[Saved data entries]
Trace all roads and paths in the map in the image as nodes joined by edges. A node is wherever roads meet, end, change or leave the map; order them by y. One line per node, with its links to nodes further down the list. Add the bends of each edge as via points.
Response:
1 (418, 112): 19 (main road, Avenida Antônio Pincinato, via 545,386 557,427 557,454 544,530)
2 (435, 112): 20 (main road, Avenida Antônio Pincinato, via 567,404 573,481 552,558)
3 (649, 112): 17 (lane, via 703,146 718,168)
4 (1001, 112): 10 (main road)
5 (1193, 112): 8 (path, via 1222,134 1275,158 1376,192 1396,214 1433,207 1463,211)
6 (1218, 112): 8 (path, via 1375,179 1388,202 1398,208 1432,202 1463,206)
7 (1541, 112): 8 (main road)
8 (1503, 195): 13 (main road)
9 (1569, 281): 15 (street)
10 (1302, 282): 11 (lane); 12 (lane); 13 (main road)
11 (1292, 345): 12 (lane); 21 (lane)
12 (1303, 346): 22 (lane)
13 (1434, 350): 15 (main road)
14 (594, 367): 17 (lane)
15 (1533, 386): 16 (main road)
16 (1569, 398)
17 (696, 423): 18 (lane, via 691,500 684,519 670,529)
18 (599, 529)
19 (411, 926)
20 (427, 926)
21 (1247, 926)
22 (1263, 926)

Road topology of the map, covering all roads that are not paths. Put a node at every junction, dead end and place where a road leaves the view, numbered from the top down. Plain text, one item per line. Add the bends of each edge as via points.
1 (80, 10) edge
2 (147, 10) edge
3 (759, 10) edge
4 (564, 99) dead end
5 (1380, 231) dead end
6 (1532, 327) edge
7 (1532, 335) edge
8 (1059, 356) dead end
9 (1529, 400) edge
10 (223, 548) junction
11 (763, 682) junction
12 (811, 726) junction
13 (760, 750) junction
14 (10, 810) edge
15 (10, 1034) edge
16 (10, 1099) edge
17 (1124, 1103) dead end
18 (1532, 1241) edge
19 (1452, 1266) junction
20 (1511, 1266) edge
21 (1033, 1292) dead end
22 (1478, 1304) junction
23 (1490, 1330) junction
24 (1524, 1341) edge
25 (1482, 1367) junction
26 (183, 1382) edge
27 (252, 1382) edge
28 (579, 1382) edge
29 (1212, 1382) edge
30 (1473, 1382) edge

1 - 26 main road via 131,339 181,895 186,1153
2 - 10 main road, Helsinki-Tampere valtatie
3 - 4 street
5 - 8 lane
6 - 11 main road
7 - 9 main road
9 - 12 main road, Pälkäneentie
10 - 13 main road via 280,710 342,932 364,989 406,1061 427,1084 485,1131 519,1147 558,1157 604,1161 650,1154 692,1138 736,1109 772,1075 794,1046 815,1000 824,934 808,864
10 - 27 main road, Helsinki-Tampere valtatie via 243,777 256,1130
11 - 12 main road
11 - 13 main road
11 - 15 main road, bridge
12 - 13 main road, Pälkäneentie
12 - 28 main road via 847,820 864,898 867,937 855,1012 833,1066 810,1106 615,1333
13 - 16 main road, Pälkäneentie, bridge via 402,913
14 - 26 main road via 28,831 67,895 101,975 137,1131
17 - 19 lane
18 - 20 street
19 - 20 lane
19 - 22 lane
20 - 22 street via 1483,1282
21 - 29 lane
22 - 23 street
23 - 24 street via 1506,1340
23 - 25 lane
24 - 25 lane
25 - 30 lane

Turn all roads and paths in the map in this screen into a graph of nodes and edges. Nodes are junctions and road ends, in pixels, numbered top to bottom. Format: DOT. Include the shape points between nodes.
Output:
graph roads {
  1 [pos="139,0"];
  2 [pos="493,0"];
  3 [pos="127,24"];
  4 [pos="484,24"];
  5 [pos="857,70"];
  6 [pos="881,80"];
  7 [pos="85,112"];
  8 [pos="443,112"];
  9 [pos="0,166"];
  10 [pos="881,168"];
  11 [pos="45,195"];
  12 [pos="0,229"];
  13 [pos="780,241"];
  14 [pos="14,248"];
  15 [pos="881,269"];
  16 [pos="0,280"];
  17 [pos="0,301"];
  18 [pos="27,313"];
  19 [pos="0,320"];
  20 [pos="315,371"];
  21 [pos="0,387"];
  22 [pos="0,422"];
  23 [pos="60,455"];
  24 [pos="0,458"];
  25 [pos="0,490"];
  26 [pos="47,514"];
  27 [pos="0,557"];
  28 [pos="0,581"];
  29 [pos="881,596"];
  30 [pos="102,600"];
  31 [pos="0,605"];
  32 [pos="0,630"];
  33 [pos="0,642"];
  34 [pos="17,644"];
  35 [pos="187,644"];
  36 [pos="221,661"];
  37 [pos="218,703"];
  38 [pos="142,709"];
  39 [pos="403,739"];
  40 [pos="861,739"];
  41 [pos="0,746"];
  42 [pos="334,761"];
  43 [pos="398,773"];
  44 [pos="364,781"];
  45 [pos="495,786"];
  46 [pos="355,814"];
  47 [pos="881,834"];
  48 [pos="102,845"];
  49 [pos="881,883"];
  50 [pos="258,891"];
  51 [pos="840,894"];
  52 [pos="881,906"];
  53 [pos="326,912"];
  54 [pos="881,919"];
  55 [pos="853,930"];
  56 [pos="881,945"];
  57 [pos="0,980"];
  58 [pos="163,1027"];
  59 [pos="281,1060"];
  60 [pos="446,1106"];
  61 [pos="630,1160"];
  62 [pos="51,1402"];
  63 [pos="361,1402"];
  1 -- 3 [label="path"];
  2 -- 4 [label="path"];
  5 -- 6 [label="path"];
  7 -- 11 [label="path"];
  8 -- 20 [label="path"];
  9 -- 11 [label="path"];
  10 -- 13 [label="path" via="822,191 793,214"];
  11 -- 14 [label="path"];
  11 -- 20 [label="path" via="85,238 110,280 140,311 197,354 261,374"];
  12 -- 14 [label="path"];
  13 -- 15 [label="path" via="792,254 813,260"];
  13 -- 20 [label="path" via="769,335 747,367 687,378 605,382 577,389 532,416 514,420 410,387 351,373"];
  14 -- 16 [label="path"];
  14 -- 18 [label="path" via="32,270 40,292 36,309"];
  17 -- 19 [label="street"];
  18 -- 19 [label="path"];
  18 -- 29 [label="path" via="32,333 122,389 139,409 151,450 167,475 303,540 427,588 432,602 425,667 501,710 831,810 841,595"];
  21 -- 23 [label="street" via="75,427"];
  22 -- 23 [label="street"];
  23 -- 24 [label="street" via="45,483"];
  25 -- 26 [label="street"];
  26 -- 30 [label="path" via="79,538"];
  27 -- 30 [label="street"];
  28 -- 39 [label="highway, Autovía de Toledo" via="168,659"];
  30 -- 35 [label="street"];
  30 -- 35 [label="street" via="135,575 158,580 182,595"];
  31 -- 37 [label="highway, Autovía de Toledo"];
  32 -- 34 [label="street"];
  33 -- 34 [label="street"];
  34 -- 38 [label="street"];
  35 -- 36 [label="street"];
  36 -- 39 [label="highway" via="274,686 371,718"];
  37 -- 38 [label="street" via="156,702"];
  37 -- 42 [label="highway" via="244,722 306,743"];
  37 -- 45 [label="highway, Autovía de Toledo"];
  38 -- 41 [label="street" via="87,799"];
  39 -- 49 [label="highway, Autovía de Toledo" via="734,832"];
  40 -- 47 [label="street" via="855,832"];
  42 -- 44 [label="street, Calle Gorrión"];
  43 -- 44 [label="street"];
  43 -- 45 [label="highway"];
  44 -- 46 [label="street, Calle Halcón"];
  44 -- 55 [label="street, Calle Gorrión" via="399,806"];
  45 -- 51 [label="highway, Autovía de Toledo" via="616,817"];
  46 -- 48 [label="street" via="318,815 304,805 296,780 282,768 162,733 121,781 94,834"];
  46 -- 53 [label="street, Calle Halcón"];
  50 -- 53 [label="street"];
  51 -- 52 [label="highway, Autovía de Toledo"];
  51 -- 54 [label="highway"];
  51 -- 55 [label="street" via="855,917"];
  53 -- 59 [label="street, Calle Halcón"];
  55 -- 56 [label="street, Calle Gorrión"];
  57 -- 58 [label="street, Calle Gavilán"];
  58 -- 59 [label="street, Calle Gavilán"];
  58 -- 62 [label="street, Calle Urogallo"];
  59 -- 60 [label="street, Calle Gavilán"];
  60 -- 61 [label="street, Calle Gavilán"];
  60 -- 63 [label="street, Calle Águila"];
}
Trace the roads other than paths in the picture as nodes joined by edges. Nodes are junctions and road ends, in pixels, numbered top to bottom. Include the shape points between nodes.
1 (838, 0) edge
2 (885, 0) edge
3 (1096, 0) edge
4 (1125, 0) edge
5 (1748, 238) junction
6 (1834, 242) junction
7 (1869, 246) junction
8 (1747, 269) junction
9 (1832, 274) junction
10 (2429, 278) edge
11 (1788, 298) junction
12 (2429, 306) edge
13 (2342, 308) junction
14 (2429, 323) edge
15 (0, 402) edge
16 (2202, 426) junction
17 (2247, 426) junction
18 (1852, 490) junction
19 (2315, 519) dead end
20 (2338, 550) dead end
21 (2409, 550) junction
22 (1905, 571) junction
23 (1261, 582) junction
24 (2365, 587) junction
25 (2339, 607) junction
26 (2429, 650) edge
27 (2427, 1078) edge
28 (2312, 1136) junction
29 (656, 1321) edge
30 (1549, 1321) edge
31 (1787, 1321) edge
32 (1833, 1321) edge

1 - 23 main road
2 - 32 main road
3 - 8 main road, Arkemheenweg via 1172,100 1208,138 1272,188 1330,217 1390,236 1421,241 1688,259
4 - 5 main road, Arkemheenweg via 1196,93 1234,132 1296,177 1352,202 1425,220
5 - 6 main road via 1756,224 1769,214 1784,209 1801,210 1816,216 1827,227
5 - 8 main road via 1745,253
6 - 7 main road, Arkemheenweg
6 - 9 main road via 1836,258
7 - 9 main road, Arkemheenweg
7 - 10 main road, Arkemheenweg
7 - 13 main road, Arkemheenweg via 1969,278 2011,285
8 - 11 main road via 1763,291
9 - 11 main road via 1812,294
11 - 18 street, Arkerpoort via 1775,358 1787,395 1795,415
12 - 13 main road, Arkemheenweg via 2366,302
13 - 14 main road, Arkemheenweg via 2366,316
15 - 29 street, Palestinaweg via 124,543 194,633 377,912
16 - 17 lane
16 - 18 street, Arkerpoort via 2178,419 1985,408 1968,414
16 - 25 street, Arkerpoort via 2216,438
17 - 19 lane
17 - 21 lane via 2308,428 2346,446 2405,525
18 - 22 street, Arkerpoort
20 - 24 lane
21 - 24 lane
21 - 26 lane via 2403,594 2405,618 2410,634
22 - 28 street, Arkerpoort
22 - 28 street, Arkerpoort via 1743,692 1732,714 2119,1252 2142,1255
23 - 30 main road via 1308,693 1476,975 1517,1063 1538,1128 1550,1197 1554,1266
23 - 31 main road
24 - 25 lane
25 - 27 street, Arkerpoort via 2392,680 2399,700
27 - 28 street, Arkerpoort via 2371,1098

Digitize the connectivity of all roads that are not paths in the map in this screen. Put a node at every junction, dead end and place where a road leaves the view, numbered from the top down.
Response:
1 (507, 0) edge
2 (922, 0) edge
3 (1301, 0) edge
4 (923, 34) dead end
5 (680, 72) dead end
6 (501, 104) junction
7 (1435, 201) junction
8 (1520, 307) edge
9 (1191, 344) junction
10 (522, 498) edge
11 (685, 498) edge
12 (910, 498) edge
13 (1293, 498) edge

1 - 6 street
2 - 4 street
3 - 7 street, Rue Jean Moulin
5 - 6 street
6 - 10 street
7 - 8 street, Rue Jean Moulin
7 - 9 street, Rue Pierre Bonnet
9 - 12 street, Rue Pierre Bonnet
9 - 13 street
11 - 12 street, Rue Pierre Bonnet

PROBLEM:
Apply a filter for "Bonnet" to the data above, then copy each line that matches.

SOLUTION BELOW:
7 - 9 street, Rue Pierre Bonnet
9 - 12 street, Rue Pierre Bonnet
11 - 12 street, Rue Pierre Bonnet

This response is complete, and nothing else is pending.